With these side effects in mind, individuals with joint disorders should exercise extreme caution when considering cortisone injections. This is especially true for chronic joint problems.

The risk of side effects greatly outweighs the benefits of the cortisone injections. And, when you factor in that they do nothing to cure the problem, it sets the individual up on a cycle of injections that will have long-term damaging effects.


Alternative Treatments


There are other alternative treatments that have minimal side effects:

  • PRP Injections – Platelet Rich Plasma Therapy has helped individuals with chronic pain and osteoarthritis. A small amount of the individual’s blood is taken and placed in a centrifuge to separate out the platelets. These Platelet Rich Plasma cells are re-injected into the affected joint area and stimulate repair of the damaged tissue.
  • Stem Cell Therapy – New adult stem cells are taken from the patient’s own fat deposits, usually around the stomach or hip, spun in a centrifuge and re-injected into the area where tissue damage is present. The new cells help to heal and stimulate the growth of new tissue at the injured site.

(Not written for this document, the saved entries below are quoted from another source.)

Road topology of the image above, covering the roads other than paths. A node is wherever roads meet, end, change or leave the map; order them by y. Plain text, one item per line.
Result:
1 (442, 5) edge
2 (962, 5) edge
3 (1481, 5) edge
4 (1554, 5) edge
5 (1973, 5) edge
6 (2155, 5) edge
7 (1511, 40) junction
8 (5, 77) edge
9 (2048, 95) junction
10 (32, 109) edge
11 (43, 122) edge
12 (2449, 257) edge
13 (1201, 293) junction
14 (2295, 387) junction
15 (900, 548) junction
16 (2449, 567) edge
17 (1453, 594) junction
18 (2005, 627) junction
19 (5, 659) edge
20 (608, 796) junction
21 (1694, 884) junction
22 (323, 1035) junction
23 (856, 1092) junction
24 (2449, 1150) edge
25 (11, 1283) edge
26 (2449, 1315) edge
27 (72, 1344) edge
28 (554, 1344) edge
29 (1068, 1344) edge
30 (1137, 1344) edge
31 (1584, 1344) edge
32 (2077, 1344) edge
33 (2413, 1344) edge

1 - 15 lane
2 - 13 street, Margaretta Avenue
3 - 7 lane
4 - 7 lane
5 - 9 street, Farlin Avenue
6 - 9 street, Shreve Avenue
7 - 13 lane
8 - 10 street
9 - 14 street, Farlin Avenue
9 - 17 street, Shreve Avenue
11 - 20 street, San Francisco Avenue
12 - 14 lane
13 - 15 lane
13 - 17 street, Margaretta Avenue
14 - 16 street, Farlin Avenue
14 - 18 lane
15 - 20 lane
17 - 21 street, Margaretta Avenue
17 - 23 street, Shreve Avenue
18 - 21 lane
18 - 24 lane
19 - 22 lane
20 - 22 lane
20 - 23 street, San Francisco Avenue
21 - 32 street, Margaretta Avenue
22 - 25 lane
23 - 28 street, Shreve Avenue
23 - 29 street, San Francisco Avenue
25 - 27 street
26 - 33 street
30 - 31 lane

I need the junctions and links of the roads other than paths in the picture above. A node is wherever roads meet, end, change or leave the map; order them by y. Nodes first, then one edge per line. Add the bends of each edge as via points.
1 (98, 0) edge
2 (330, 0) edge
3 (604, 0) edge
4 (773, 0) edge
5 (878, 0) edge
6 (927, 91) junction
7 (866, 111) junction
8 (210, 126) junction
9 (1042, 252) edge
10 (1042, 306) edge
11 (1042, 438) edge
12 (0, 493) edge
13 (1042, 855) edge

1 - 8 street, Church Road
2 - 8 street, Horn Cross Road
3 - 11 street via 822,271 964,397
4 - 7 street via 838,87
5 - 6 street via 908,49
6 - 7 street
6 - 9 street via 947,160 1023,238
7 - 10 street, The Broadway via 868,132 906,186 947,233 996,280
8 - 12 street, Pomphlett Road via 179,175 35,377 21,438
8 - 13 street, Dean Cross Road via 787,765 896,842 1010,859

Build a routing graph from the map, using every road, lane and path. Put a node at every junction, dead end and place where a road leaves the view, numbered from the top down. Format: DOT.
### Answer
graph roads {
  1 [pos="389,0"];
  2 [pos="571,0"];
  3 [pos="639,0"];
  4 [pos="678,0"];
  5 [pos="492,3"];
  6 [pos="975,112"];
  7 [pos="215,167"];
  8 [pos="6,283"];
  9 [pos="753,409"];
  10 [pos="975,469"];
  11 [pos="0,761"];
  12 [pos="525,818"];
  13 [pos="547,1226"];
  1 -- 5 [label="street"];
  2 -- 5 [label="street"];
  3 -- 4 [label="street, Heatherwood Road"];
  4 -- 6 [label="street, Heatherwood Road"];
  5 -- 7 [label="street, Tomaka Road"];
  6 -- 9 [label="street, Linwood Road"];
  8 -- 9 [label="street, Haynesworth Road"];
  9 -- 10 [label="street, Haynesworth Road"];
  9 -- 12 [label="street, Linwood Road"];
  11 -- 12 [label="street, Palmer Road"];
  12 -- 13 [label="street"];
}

There are little to no side effects associated having with stem cell therapy.
  • Viscosupplementation – Using image guidance technology, a lubricated gel is injected in between rubbing bones. A successful round of Viscosupplementation treatment should reduce the pain completely. However, the effects of the injected gel substance do not last forever. You may need additional treatment regimens.
  • Medical Ozone Therapy – This therapy is a homeopathic anti-inflammatory treatment that is injected into the injured area. After the injection, the area is medicated with minerals and vitamins to accelerate the healing process. Lastly, oxygen, in the form of ozone, is gradually introduced to the injured area. This helps the damaged tissues get what is needed for healing.


Final Thoughts

If you are currently receiving cortisone shots or have a doctor that is recommending them, you should get a second opinion. Doctors who only offer cortisone injections often do so because they don’t perform the alternative pain treatments. A second opinion is always a wise course of action, so why not get one from a doctor who does offer the alternative treatments. Your long-term health and quality of life could depend on it.